Could you copy each line of the entries that contains "image"?

◆ Study material:
───

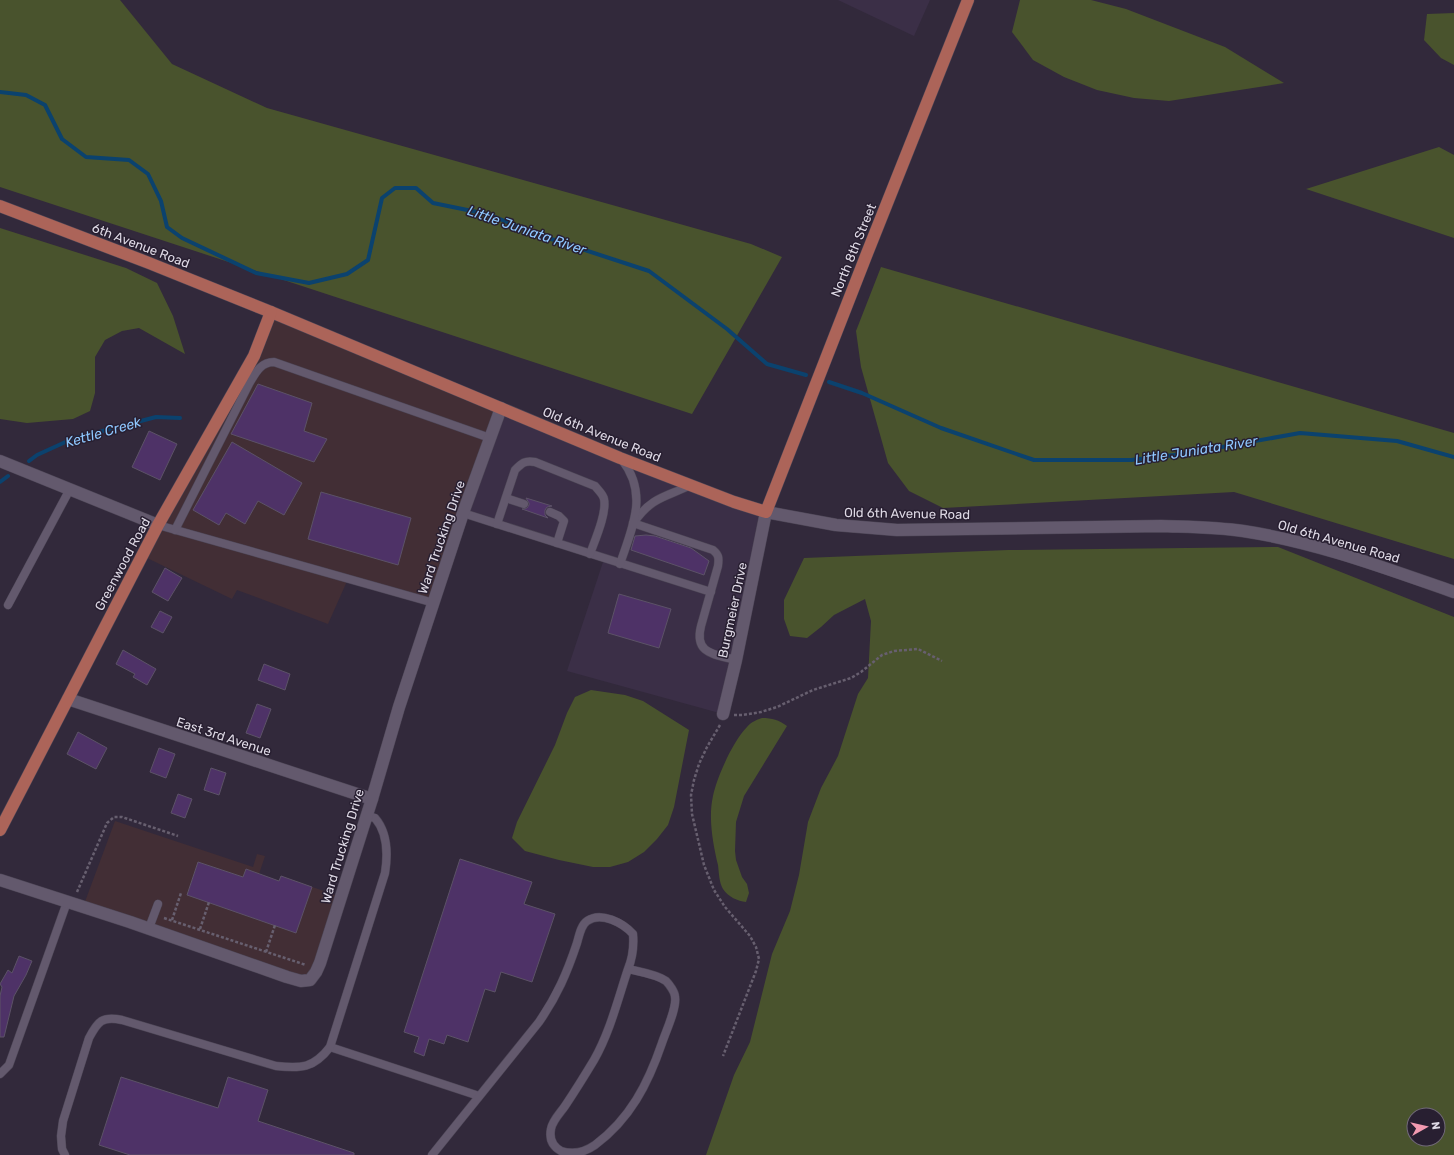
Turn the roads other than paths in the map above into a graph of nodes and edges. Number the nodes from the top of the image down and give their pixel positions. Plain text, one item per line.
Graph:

───

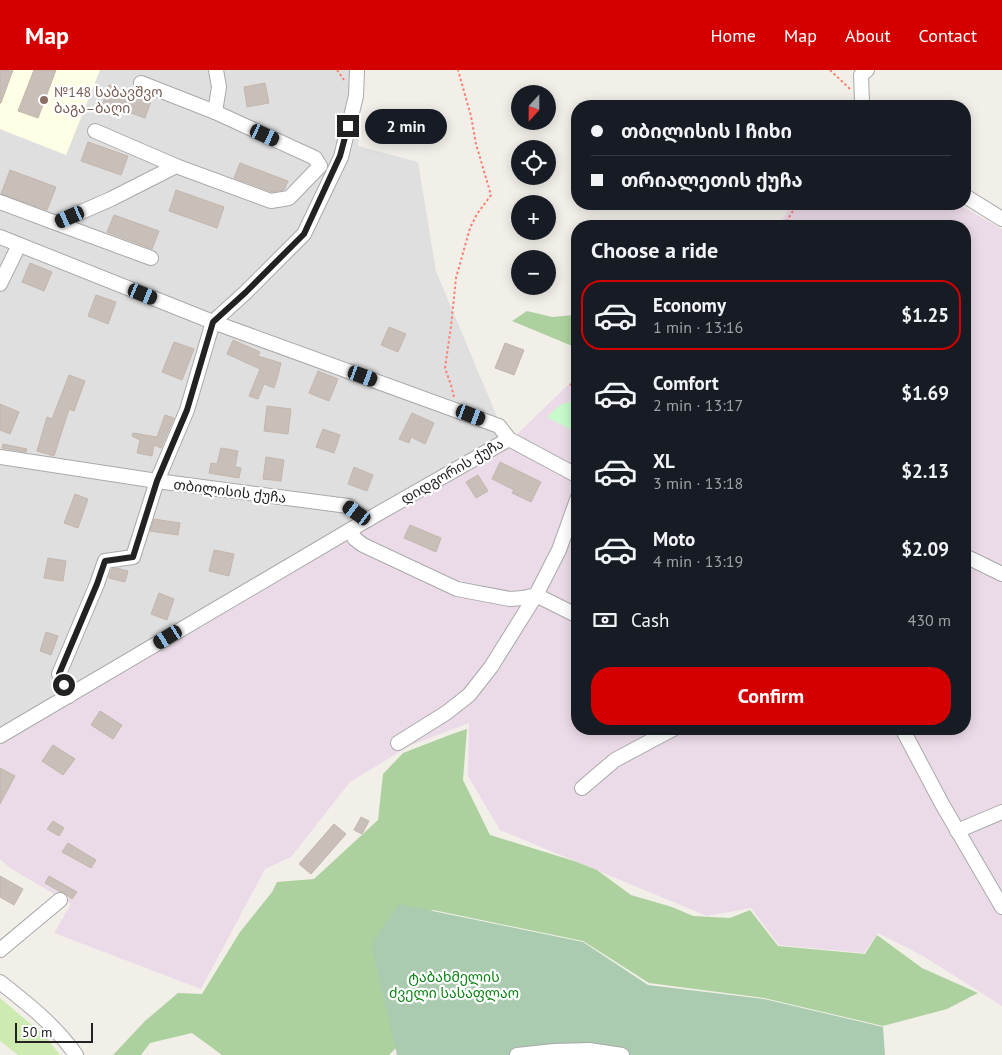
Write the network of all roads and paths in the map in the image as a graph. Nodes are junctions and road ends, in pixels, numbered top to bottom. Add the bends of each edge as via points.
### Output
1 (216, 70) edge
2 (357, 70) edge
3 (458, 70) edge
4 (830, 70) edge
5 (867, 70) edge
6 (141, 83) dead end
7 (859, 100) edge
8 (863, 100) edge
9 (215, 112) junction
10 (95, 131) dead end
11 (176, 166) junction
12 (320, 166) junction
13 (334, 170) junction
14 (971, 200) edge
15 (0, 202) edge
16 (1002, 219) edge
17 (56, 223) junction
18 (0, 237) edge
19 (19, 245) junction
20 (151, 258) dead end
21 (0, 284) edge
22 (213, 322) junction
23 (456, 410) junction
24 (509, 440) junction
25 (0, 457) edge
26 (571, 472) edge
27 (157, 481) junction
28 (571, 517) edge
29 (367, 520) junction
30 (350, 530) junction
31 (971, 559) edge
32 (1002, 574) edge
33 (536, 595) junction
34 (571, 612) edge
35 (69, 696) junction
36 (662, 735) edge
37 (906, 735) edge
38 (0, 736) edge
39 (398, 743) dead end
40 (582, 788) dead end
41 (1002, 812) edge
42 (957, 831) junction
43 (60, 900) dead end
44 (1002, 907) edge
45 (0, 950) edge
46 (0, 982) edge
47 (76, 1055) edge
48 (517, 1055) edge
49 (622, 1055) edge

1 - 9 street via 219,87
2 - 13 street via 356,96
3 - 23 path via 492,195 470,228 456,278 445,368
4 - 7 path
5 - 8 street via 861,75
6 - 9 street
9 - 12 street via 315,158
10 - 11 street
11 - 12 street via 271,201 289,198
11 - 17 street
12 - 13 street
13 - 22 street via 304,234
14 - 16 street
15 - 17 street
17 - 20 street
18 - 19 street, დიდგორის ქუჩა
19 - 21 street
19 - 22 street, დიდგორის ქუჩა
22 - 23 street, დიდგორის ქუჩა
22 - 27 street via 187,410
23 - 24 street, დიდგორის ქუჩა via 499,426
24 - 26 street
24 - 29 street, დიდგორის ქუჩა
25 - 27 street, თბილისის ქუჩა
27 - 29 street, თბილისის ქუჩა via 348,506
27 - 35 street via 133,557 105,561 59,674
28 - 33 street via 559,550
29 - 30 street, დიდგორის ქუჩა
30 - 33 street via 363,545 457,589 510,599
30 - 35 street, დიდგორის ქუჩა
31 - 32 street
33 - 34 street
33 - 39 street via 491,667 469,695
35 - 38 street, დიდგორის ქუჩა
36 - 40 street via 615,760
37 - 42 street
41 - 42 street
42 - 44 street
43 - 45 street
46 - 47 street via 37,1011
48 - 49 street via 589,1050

───

◆ Result for this exercise:
Turn the roads other than paths in the map above into a graph of nodes and edges. Number the nodes from the top of the image down and give their pixel positions. Plain text, one item per line.
Write the network of all roads and paths in the map in the image as a graph. Nodes are junctions and road ends, in pixels, numbered top to bottom. Add the bends of each edge as via points.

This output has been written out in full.